Um problema de segurança nacional
O primeiro grande texto em língua portuguesa em que a questão ambiental foi identificada como problema derivado da má gestão humana dos recursos naturais foi apresentado em 1815 por um génio: José Bonifácio de Andrada e Silva (1763-1838), naturalista e estadista, poeta e soldado, cientista e humanista, diplomata e pensador, companheiro de Humboldt e Lavoisier, cosmopolita e "patriarca da independência" do Brasil, nessa obra, A Memoria sobre a Necessidade e Utilidades do Plantio de Novos Bosques em Portugal, apresentada à Academia Real das Ciências de Lisboa, Andrada e Silva alertou para a necessidade de uma ousada política de fomento de bosques e florestas no território continental português, de forma a evitar a repetição das situações de desertificação provocadas pela incúria humana em outros lugares e momentos da história, como foram os casos da Síria, Fenícia, Palestina e Chipre. Andrada e Silva antecipou em muitas décadas o próprio conceito de "ecologia", definida por ele como "economia geral da natureza". Foi um pioneiro na compreensão da maior ameaça à sobrevivência da civilização humana neste tormentoso século XXI.

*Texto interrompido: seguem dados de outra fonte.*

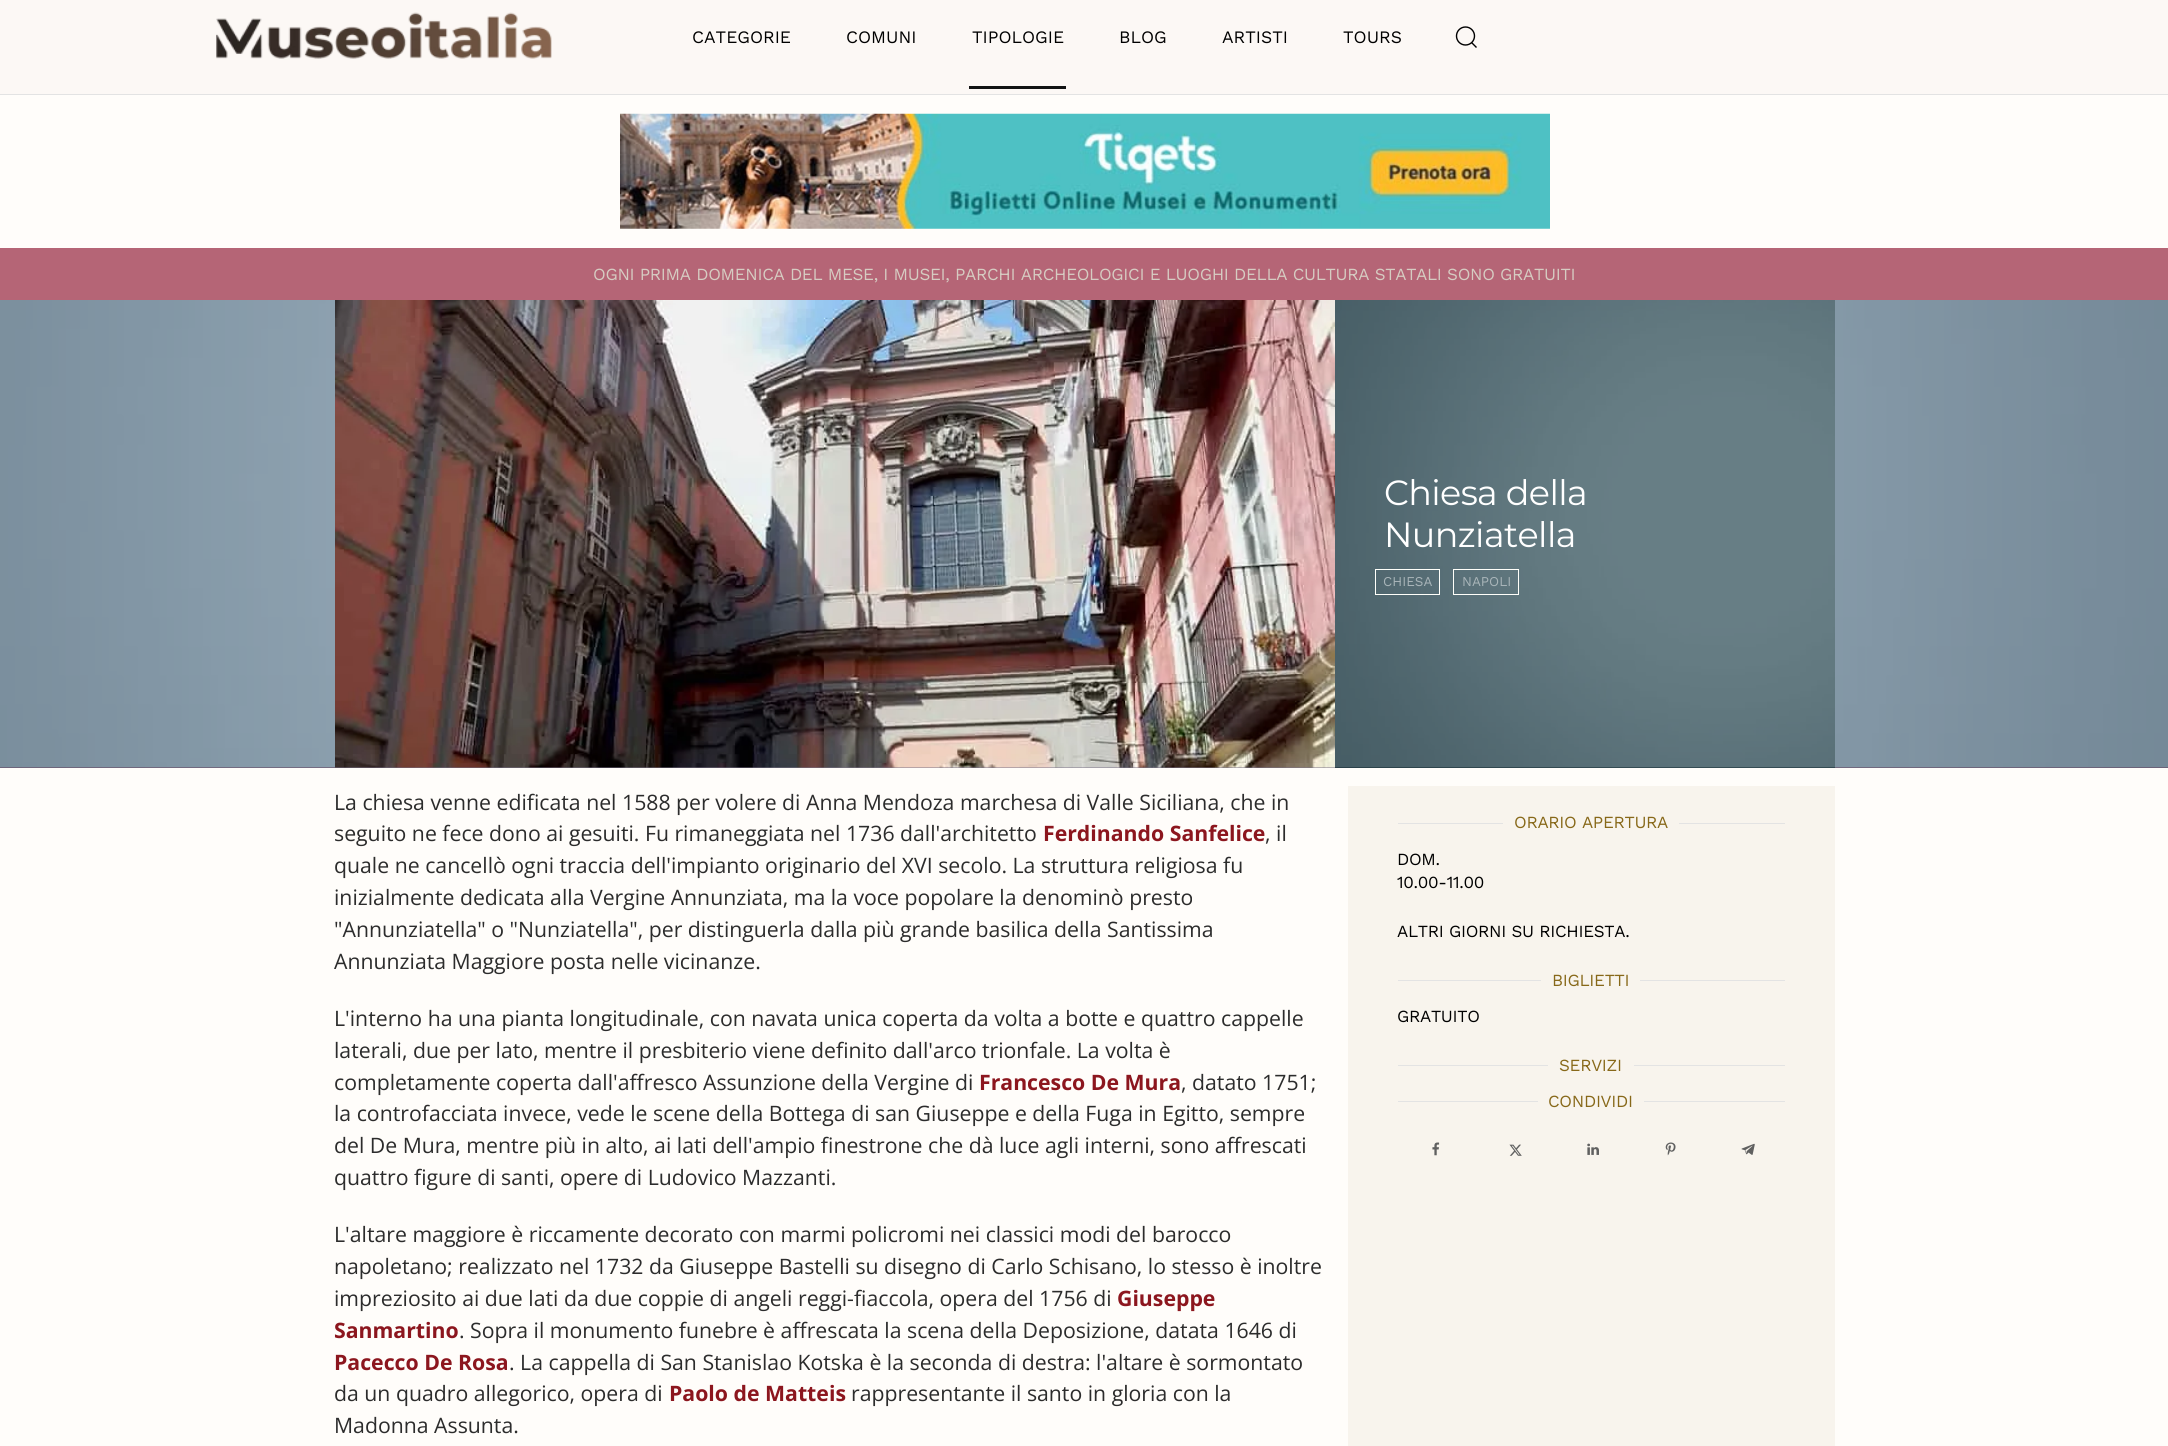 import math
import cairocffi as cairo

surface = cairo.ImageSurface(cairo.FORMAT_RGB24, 2168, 1446)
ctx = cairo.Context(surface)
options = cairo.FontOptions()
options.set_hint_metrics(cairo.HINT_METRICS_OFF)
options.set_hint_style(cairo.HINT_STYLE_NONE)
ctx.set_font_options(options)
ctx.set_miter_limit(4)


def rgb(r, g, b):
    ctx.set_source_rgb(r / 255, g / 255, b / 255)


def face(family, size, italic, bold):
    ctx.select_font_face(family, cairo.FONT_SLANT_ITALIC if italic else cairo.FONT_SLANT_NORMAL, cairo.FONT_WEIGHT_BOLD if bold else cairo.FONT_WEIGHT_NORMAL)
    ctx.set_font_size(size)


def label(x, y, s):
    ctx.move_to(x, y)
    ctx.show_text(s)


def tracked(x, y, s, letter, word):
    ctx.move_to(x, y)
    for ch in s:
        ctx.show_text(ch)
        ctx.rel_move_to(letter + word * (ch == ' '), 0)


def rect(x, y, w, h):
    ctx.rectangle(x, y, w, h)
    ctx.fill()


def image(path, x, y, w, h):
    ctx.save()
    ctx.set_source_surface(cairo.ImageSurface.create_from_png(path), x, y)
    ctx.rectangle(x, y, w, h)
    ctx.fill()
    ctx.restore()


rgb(255, 253, 250)
ctx.paint()
rgb(252, 248, 245)
rect(0, 0, 2168, 94)
rgb(227, 227, 227)
rect(0, 94, 2168, 1)
image('image0.png', 216, 12, 336, 47)
face('Work Sans', 17.5, 0, 0)
rgb(0, 0, 0)
label(692, 43, 'CATEGORIE')
label(846, 43, 'COMUNI')
label(972, 43, 'TIPOLOGIE')
rgb(18, 19, 20)
rect(969, 86, 97, 3)
rgb(0, 0, 0)
label(1119, 43, 'BLOG')
label(1222, 43, 'ARTISTI')
label(1343, 43, 'TOURS')
ctx.new_path()
ctx.arc(1465.5, 36, 9, 0, 2 * math.pi)
ctx.set_line_width(1.4)
ctx.stroke()
ctx.new_path()
ctx.move_to(1471.5, 42.5)
ctx.line_to(1476.5, 47.5)
ctx.close_path()
ctx.stroke()
image('image1.png', 620, 113, 930, 116)
rgb(181, 101, 118)
rect(0, 248, 2168, 52)
face('Work Sans', 17, 0, 0)
rgb(214, 204, 194)
tracked(593, 280, 'OGNI PRIMA DOMENICA DEL MESE, I MUSEI, PARCHI ARCHEOLOGICI E LUOGHI DELLA CULTURA STATALI SONO GRATUITI', -0.31, 0)
rgb(97, 60, 89)
rect(0, 767, 2168, 1)
image('image2.png', 0, 300, 2168, 468)
image('image3.png', 335, 300, 1000, 468)
rgb(18, 19, 20)
rect(1335, 767, 500, 1)
image('image4.png', 1335, 300, 500, 468)
ctx.set_source_rgba(0.047, 0.192, 0.239, 0.62)
rect(1335, 300, 500, 468)
face('Montserrat', 35, 0, 0)
rgb(255, 255, 255)
tracked(1384, 505, 'Chiesa della', -0.6, 0)
tracked(1384, 547, 'Nunziatella', -0.6, 0)
ctx.rectangle(1375.5, 569.5, 64, 25)
rgb(255, 255, 250)
ctx.set_line_width(1)
ctx.stroke()
face('Work Sans', 13.5, 0, 0)
rgb(169, 181, 185)
label(1383, 586, 'CHIESA')
ctx.rectangle(1453.5, 569.5, 65, 25)
rgb(255, 255, 250)
ctx.stroke()
rgb(169, 181, 185)
label(1462, 586, 'NAPOLI')
face('Open Sans', 21.25, 0, 0)
rgb(44, 44, 44)
label(334, 810, 'La chiesa venne edificata nel 1588 per volere di Anna Mendoza marchesa di Valle Siciliana, che in')
label(334, 841, 'seguito ne fece dono ai gesuiti. Fu rimaneggiata nel 1736 dall\'architetto')
face('Open Sans', 21.25, 0, 1)
rgb(140, 22, 30)
label(1043, 841, 'Ferdinando Sanfelice')
face('Open Sans', 21.25, 0, 0)
rgb(44, 44, 44)
label(1265, 841, ', il')
label(334, 873, 'quale ne cancellò ogni traccia dell\'impianto originario del XVI secolo. La struttura religiosa fu')
label(334, 905, 'inizialmente dedicata alla Vergine Annunziata, ma la voce popolare la denominò presto')
label(334, 937, '"Annunziatella" o "Nunziatella", per distinguerla dalla più grande basilica della Santissima')
label(334, 969, 'Annunziata Maggiore posta nelle vicinanze.')
label(334, 1026, 'L\'interno ha una pianta longitudinale, con navata unica coperta da volta a botte e quattro cappelle')
label(334, 1058, 'laterali, due per lato, mentre il presbiterio viene definito dall\'arco trionfale. La volta è')
label(334, 1090, 'completamente coperta dall\'affresco Assunzione della Vergine di')
face('Open Sans', 21.25, 0, 1)
rgb(140, 22, 30)
label(979, 1090, 'Francesco De Mura')
face('Open Sans', 21.25, 0, 0)
rgb(44, 44, 44)
label(1181, 1090, ', datato 1751;')
label(334, 1121, 'la controfacciata invece, vede le scene della Bottega di san Giuseppe e della Fuga in Egitto, sempre')
label(334, 1153, 'del De Mura, mentre più in alto, ai lati dell\'ampio finestrone che dà luce agli interni, sono affrescati')
label(334, 1185, 'quattro figure di santi, opere di Ludovico Mazzanti.')
label(334, 1242, 'L\'altare maggiore è riccamente decorato con marmi policromi nei classici modi del barocco')
label(334, 1274, 'napoletano; realizzato nel 1732 da Giuseppe Bastelli su disegno di Carlo Schisano, lo stesso è inoltre')
label(334, 1306, 'impreziosito ai due lati da due coppie di angeli reggi-fiaccola, opera del 1756 di')
face('Open Sans', 21.25, 0, 1)
rgb(140, 22, 30)
label(1117, 1306, 'Giuseppe')
label(334, 1338, 'Sanmartino')
face('Open Sans', 21.25, 0, 0)
rgb(44, 44, 44)
label(459, 1338, '. Sopra il monumento funebre è affrescata la scena della Deposizione, datata 1646 di')
face('Open Sans', 21.25, 0, 1)
rgb(140, 22, 30)
label(334, 1370, 'Pacecco De Rosa')
face('Open Sans', 21.25, 0, 0)
rgb(44, 44, 44)
label(509, 1370, '. La cappella di San Stanislao Kotska è la seconda di destra: l\'altare è sormontato')
label(334, 1401, 'da un quadro allegorico, opera di')
face('Open Sans', 21.25, 0, 1)
rgb(140, 22, 30)
label(669, 1401, 'Paolo de Matteis')
face('Open Sans', 21.25, 0, 0)
rgb(44, 44, 44)
label(851, 1401, 'rappresentante il santo in gloria con la')
label(334, 1433, 'Madonna Assunta.')
rgb(248, 244, 237)
rect(1348, 786, 487, 660)
rgb(227, 227, 227)
rect(1398, 823, 105, 1)
face('Work Sans', 17, 0, 0)
rgb(135, 104, 25)
tracked(1514, 828, 'ORARIO APERTURA', -0.31, 0)
rgb(227, 227, 227)
rect(1679, 823, 106, 1)
rgb(0, 0, 0)
tracked(1397, 865, 'DOM.', -0.31, 0)
tracked(1397, 888, '10.00-11.00', -0.31, 0)
tracked(1397, 937, 'ALTRI GIORNI SU RICHIESTA.', -0.31, 0)
rgb(227, 227, 227)
rect(1398, 980, 143, 1)
rgb(135, 104, 25)
tracked(1552, 986, 'BIGLIETTI', -0.31, 0)
rgb(227, 227, 227)
rect(1640, 980, 145, 1)
rgb(0, 0, 0)
tracked(1397, 1022, 'GRATUITO', -0.31, 0)
rgb(227, 227, 227)
rect(1398, 1065, 150, 1)
rgb(135, 104, 25)
tracked(1559, 1071, 'SERVIZI', -0.31, 0)
rgb(227, 227, 227)
rect(1634, 1065, 151, 1)
rect(1398, 1101, 140, 1)
rgb(135, 104, 25)
tracked(1548, 1107, 'CONDIVIDI', -0.31, 0)
rgb(227, 227, 227)
rect(1644, 1101, 141, 1)
image('image5.png', 1432, 1142, 8, 14)
image('image6.png', 1509, 1144, 13, 12)
image('image7.png', 1587, 1143, 12, 12)
image('image8.png', 1665, 1142, 11, 14)
image('image9.png', 1741, 1143, 14, 12)
surface.write_to_png('render.png')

A 27 de abril de 1971, subia à tribuna da Assembleia Nacional um jovem deputado da chamada Ala Liberal da Primavera marcelista, de seu nome José Correia da Cunha. Antes de ser eleito deputado, em 1969, Correia da Cunha tinha-se licenciado duplamente, primeiro em Agronomia (1949) e depois em Geografia (1963), tendo aqui colaborado com o grande mestre da Geografia portuguesa Orlando Ribeiro. Ligado ao Ministério da Agricultura, desde 1951, Correia da Cunha foi, como docente, o introdutor em Portugal dos estudos de Geografia Aplicada, e como técnico de planeamento do Secretariado Técnico da Presidência do Conselho de Ministros o responsável pela definição geográfica das primeiras Regiões de Planeamento do país (1967). O discurso intitulava-se "O ordenamento do território, base de uma política de desenvolvimento económico e social". Destacava, visionariamente, a necessidade de acomodar a gigantesca deslocação migratória do interior para o litoral, que iria ocorrer até ao ano 2000. Em junho desse ano, ele seria nomeado presidente do primeiro órgão da política pública de ambiente em Portugal, a Comissão Nacional do Ambiente. A revolução de Abril conformou-o no lugar, devido à sua inatacável competência.

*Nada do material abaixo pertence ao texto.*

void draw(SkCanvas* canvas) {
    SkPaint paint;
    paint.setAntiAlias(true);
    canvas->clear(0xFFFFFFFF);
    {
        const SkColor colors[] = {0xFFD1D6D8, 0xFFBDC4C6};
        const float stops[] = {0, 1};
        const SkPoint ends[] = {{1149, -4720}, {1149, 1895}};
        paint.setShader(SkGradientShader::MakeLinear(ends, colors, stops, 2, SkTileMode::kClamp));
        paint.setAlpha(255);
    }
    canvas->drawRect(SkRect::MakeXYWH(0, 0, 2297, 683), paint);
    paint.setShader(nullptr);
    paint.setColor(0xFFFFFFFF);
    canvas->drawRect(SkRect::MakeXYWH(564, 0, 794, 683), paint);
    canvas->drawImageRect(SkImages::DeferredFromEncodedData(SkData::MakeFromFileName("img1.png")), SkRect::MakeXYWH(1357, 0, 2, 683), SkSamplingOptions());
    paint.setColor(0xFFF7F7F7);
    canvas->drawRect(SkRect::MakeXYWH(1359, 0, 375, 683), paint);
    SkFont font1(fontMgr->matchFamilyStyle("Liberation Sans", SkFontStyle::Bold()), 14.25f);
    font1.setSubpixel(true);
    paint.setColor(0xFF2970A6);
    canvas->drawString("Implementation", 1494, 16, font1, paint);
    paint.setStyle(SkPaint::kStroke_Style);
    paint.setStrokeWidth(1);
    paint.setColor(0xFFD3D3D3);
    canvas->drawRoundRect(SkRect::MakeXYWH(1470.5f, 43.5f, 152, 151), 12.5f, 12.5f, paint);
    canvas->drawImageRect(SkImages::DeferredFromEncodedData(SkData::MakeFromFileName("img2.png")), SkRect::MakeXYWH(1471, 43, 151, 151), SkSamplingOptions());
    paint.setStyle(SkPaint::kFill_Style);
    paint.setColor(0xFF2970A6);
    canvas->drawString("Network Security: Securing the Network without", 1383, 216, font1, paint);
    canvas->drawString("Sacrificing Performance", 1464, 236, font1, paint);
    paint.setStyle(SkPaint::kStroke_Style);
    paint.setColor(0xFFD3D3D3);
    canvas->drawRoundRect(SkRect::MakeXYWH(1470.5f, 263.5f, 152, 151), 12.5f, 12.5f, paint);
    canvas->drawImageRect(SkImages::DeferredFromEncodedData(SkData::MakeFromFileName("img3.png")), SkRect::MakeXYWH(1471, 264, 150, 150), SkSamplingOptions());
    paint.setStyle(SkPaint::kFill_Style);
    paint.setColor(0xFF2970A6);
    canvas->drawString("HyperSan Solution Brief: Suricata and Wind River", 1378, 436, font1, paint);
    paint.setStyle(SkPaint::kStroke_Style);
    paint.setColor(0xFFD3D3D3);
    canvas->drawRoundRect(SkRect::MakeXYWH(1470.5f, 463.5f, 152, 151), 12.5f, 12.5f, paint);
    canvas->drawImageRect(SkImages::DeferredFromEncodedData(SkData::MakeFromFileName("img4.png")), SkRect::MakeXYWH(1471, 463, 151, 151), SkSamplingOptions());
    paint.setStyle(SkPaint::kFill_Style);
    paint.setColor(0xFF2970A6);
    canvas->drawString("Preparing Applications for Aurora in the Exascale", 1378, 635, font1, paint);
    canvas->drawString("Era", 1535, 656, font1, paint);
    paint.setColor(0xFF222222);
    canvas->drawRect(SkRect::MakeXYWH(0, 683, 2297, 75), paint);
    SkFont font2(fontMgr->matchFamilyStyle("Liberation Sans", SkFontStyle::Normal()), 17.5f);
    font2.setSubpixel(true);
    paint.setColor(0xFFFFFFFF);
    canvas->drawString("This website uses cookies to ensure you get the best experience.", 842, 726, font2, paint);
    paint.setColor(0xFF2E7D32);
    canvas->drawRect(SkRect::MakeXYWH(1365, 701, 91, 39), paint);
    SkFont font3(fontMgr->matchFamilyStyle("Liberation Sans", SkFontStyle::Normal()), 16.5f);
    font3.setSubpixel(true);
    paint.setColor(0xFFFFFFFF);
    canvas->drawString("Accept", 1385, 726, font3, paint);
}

O que une Andrada e Silva e Correia da Cunha é o que falta hoje em muitos domínios da política nacional. Os dramáticos incêndios no centro do país são o corolário de muitas décadas de apatia, ausência de planeamento, cegueira estratégica. Tanto em 1815 como em 1971, os nossos melhores sabiam que a gestão da natureza e o ordenamento do território - fundamentais para uma nação que não queira desaguar num deserto - implicam fortes políticas públicas, intensivas em conhecimento, trabalho e capital. As imagens de Pedrógão Grande são imagens de guerra. A natureza responde violentamente ao abandono a que foi votada. Não temos floresta, mas campos de batalha. Os interesses mesquinhos paralisam a capacidade de decisão. As leis ficam por aplicar. Os incêndios são uma vergonha. Sinal de um país incapaz de habitar pacífica e ordeiramente o seu território. As florestas que ardem representam o que já sabemos, nos planos social, económico e ambiental. Mas só quando formos capazes de o assumir como um problema de segurança e defesa nacional, mobilizando os meios excecionais para impor o interesse público, é que poderemos ter alguma esperança de sair desta maldição de que somos inteiramente responsáveis.